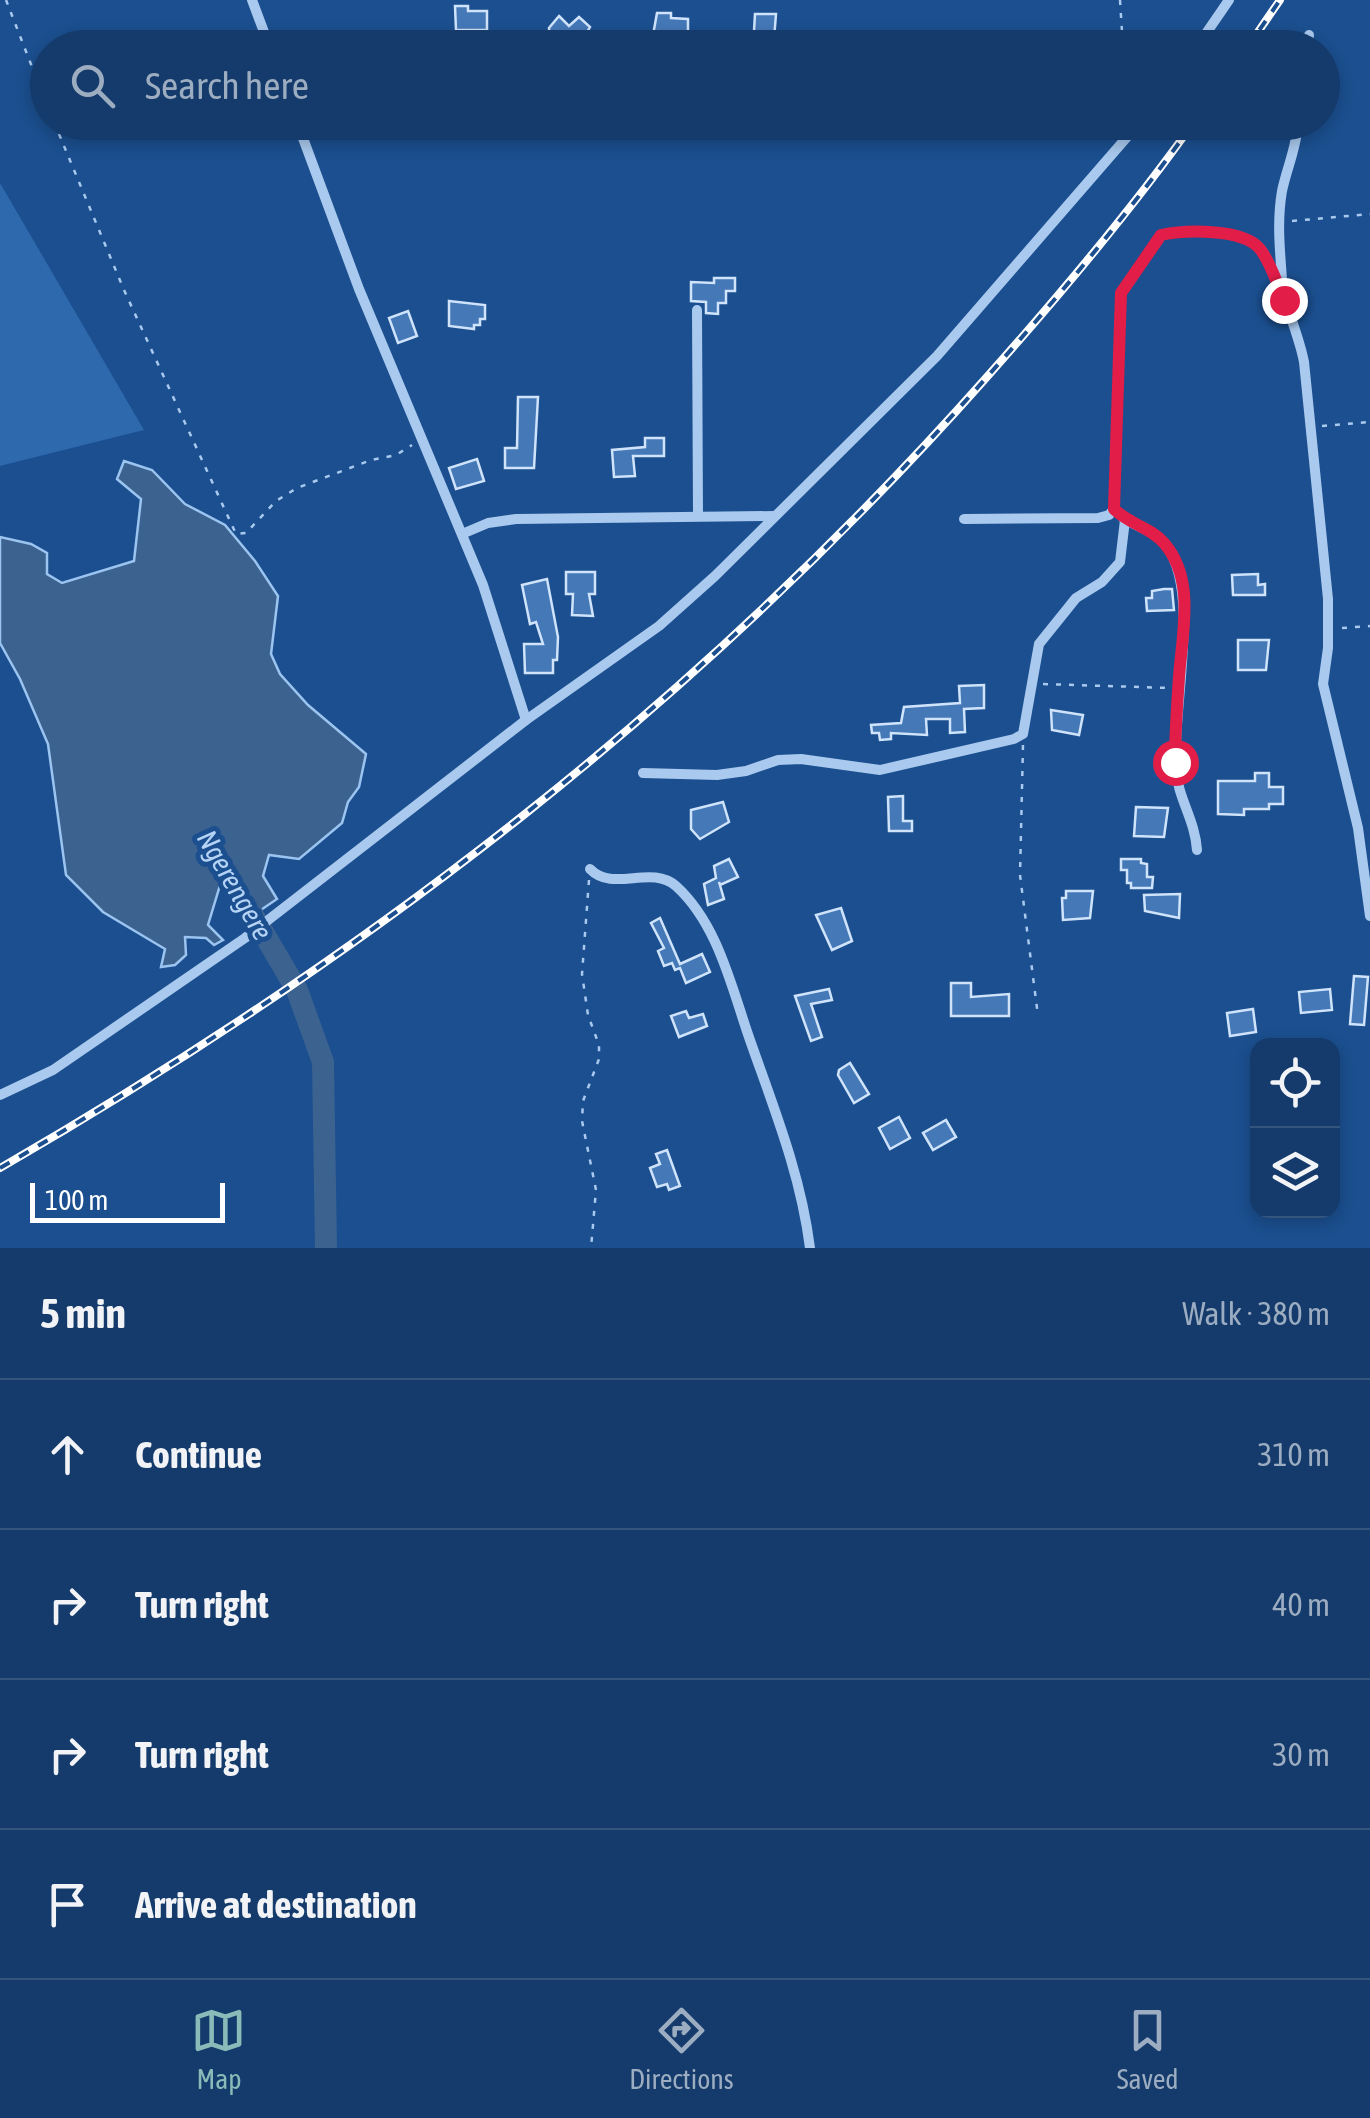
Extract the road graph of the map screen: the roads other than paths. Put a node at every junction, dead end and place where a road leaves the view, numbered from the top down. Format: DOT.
graph roads {
  1 [pos="252,0"];
  2 [pos="1229,0"];
  3 [pos="263,30"];
  4 [pos="1208,30"];
  5 [pos="305,140"];
  6 [pos="1124,140"];
  7 [pos="1298,140"];
  8 [pos="1284,300"];
  9 [pos="697,310"];
  10 [pos="1114,509"];
  11 [pos="698,514"];
  12 [pos="774,516"];
  13 [pos="964,518"];
  14 [pos="1125,520"];
  15 [pos="462,534"];
  16 [pos="526,720"];
  17 [pos="643,773"];
  18 [pos="1197,850"];
  19 [pos="590,869"];
  20 [pos="1370,916"];
  21 [pos="0,1095"];
  22 [pos="810,1248"];
  1 -- 3 [label="street"];
  2 -- 4 [label="street"];
  5 -- 15 [label="street"];
  6 -- 12 [label="street"];
  7 -- 8 [label="street"];
  8 -- 10 [label="street"];
  8 -- 20 [label="street"];
  9 -- 11 [label="street"];
  10 -- 13 [label="street"];
  10 -- 14 [label="street"];
  11 -- 12 [label="street"];
  11 -- 15 [label="street"];
  12 -- 16 [label="street"];
  14 -- 17 [label="street"];
  14 -- 18 [label="street"];
  15 -- 16 [label="street"];
  16 -- 21 [label="street"];
  19 -- 22 [label="street"];
}
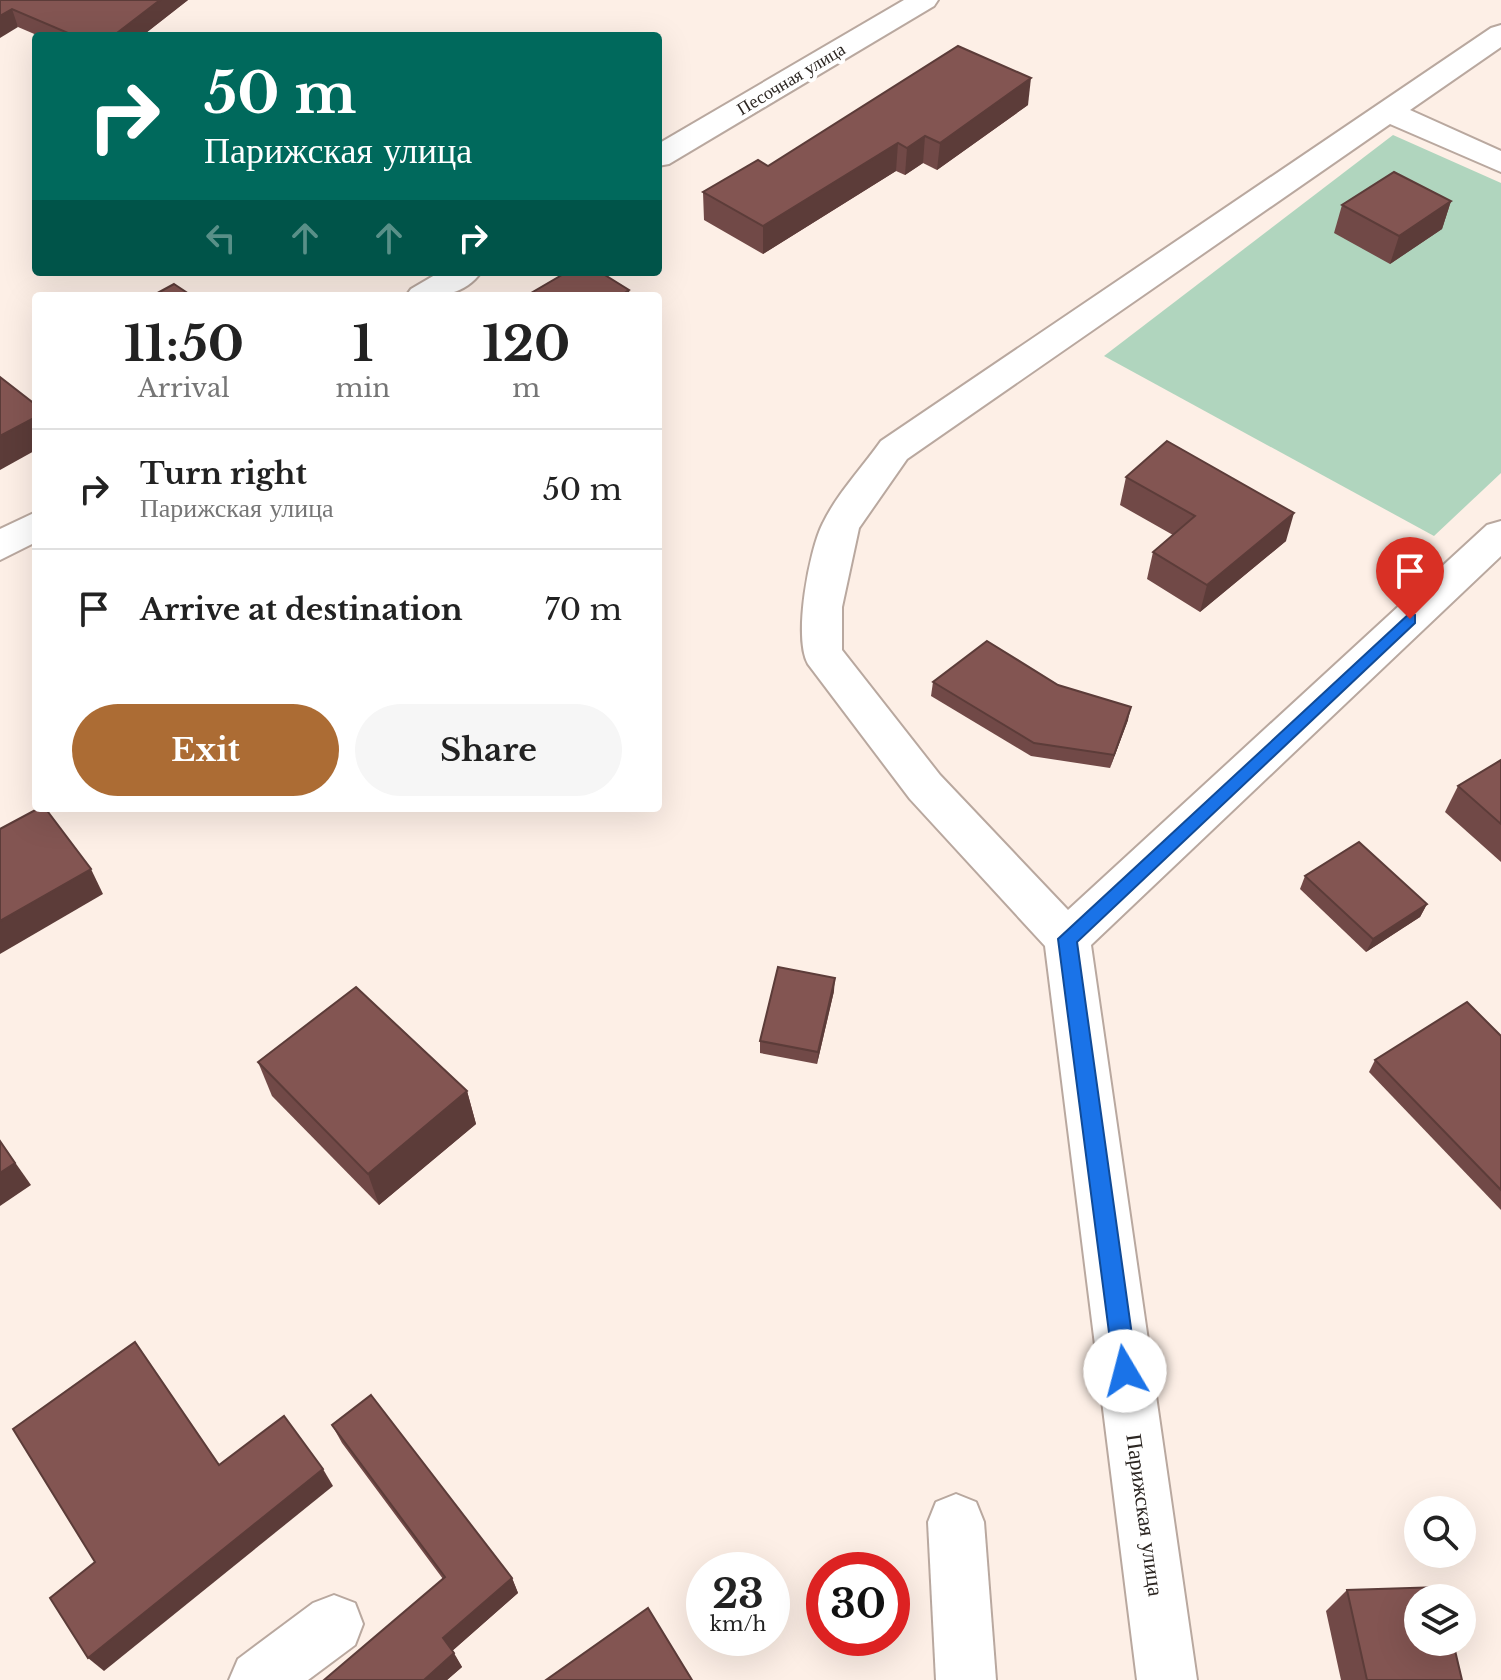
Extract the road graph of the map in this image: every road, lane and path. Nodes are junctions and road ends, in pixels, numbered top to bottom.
1 (924, 0) edge
2 (1501, 34) edge
3 (1389, 112) junction
4 (662, 155) edge
5 (1501, 163) edge
6 (457, 276) edge
7 (430, 292) edge
8 (32, 527) edge
9 (1501, 534) edge
10 (0, 546) edge
11 (1067, 939) junction
12 (956, 1522) dead end
13 (334, 1624) dead end
14 (259, 1680) edge
15 (966, 1680) edge
16 (1167, 1680) edge

1 - 4 street, Песочная улица
2 - 3 street
3 - 5 street
3 - 11 street
6 - 7 street
8 - 10 street
9 - 11 street
11 - 16 street, Парижская улица
12 - 15 street
13 - 14 street

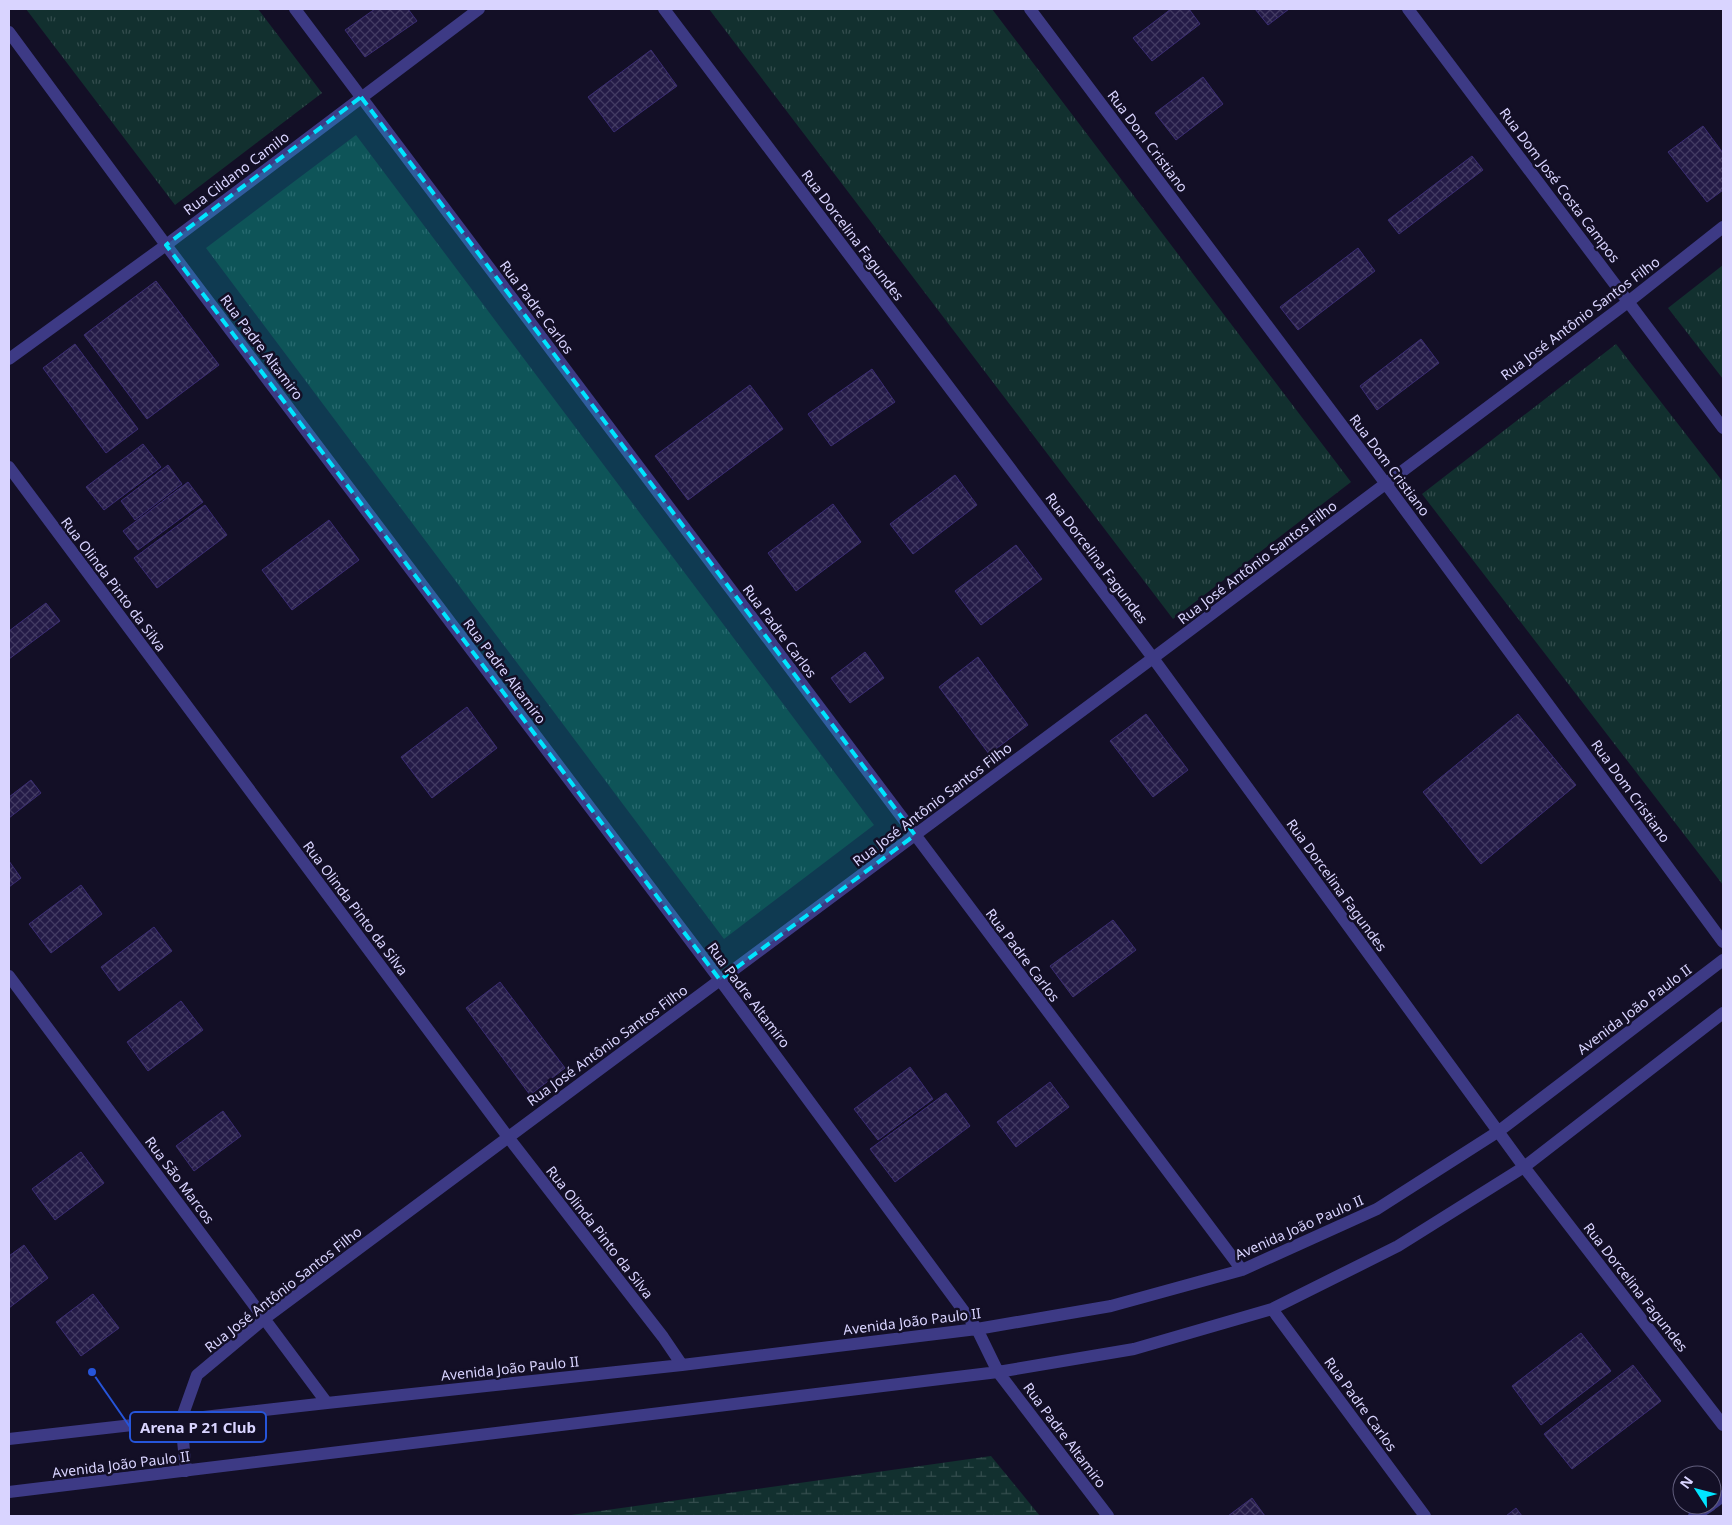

**What this task involves**:
Using the records above, output an exact copy without any pictures.

**Task response**:
Extract the road graph of the map screen: the roads other than paths. Put a node at every junction, dead end and place where a road leaves the view, numbered from the top down. Format: DOT.
graph roads {
  1 [pos="252,0"];
  2 [pos="1229,0"];
  3 [pos="263,30"];
  4 [pos="1208,30"];
  5 [pos="305,140"];
  6 [pos="1124,140"];
  7 [pos="1298,140"];
  8 [pos="1284,300"];
  9 [pos="697,310"];
  10 [pos="1114,509"];
  11 [pos="698,514"];
  12 [pos="774,516"];
  13 [pos="964,518"];
  14 [pos="1125,520"];
  15 [pos="462,534"];
  16 [pos="526,720"];
  17 [pos="643,773"];
  18 [pos="1197,850"];
  19 [pos="590,869"];
  20 [pos="1370,916"];
  21 [pos="0,1095"];
  22 [pos="810,1248"];
  1 -- 3 [label="street"];
  2 -- 4 [label="street"];
  5 -- 15 [label="street"];
  6 -- 12 [label="street"];
  7 -- 8 [label="street"];
  8 -- 10 [label="street"];
  8 -- 20 [label="street"];
  9 -- 11 [label="street"];
  10 -- 13 [label="street"];
  10 -- 14 [label="street"];
  11 -- 12 [label="street"];
  11 -- 15 [label="street"];
  12 -- 16 [label="street"];
  14 -- 17 [label="street"];
  14 -- 18 [label="street"];
  15 -- 16 [label="street"];
  16 -- 21 [label="street"];
  19 -- 22 [label="street"];
}
Extract the road graph of the map in this image: every road, lane and path. Nodes are junctions and road ends, in pixels, numbered top to bottom.
1 (924, 0) edge
2 (1501, 34) edge
3 (1389, 112) junction
4 (662, 155) edge
5 (1501, 163) edge
6 (457, 276) edge
7 (430, 292) edge
8 (32, 527) edge
9 (1501, 534) edge
10 (0, 546) edge
11 (1067, 939) junction
12 (956, 1522) dead end
13 (334, 1624) dead end
14 (259, 1680) edge
15 (966, 1680) edge
16 (1167, 1680) edge

1 - 4 street, Песочная улица
2 - 3 street
3 - 5 street
3 - 11 street
6 - 7 street
8 - 10 street
9 - 11 street
11 - 16 street, Парижская улица
12 - 15 street
13 - 14 street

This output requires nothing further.